Credit reporting companies may also provide investigative reports on persons applying for a job or
insurance to an employer or insurance company. These reports may include not only credit
information, but also information about a person's lifestyle, habits, and reputation, and the
information may come from interviews with the person's neighbors and acquaintances. A person
must be notified when an investigative report has been requested and has a right to find out what
information is contained in the report.
Finding Out the Reasons for a Denial of Credit
Whenever a creditor denies an application for credit, the consumer has a right to find out the reason
for the denial. The creditor must give specific reasons so that the consumer knows the exact reason
for the denial and can determine whether it was based on accurate information. If the denial was
based on information from a credit reporting company, the creditor must give the name and address
of the company. If the information was not from a credit reporting company, the creditor must
explain the nature of the information that led to the denial of credit.
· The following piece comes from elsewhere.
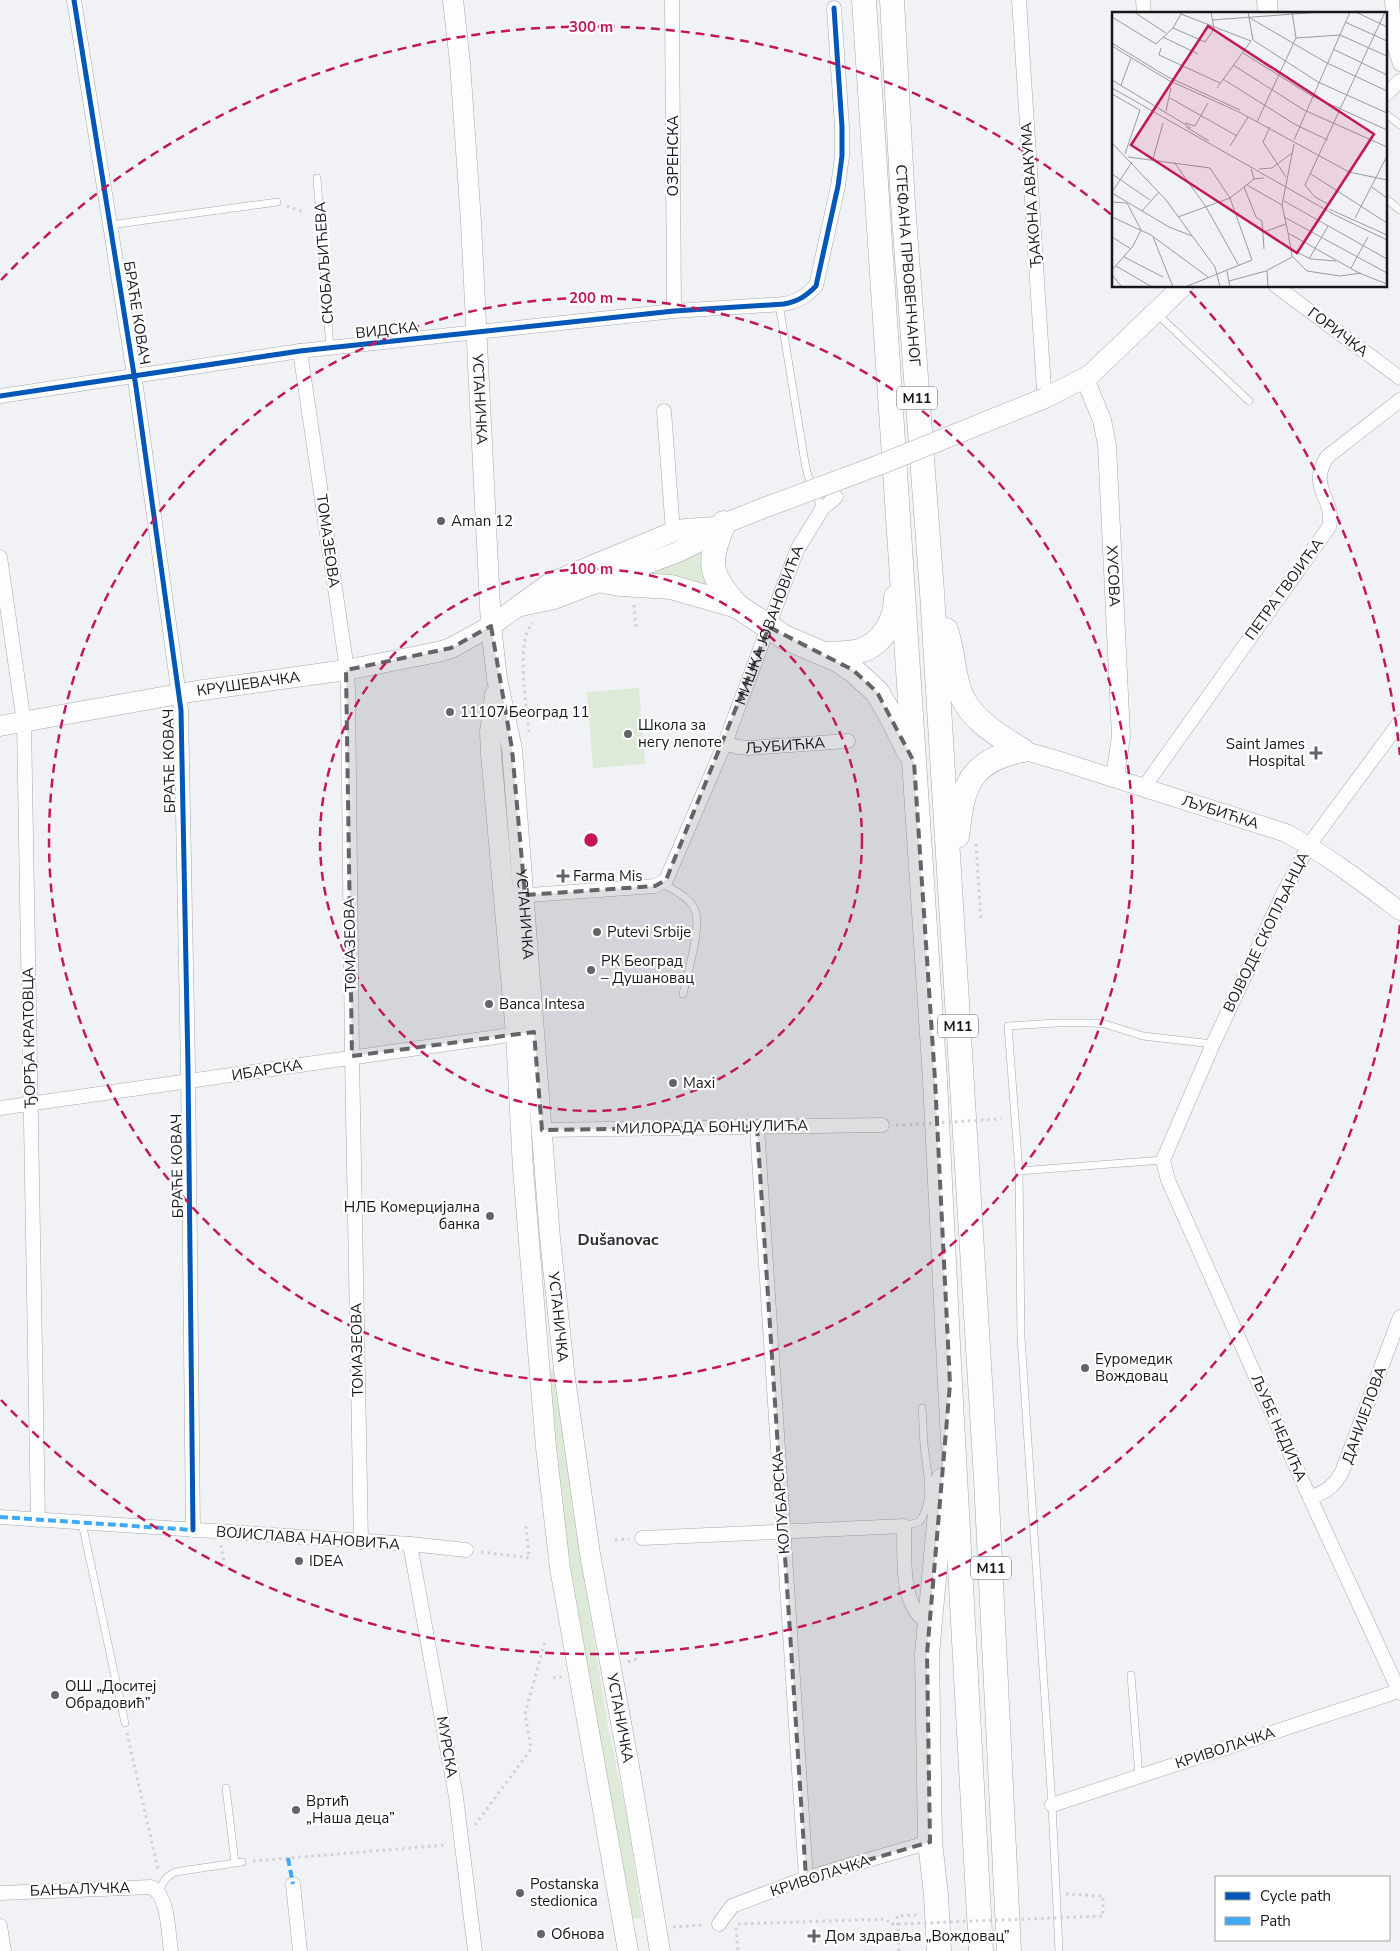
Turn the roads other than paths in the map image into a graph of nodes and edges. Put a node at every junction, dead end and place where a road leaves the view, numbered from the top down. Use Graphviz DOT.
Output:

If credit is denied, it is a good idea to obtain information from the creditor before contacting a credit
reporting company so that you know exactly why it was denied and also know which credit
reporting company provided the information. It may be easier to deal directly with the creditor to
correct any errors. However, it is also important to contact the credit reporting company that
provided the inaccurate information and correct its records so that the problem does not reoccur in
Locating Credit Reporting Companies
If credit has been denied because of information obtained from a credit reporting company, a
creditor must tell the consumer the name and address of the company. If you decide to review your
credit report just to make sure that it is accurate, you will need to check with all credit reporting
companies. There are three nationwide credit reporting companies: 1) Equifax, which can be
reached at (800) 685-1111 or www.equifax.com; 2) Experian, which can be reached at (888)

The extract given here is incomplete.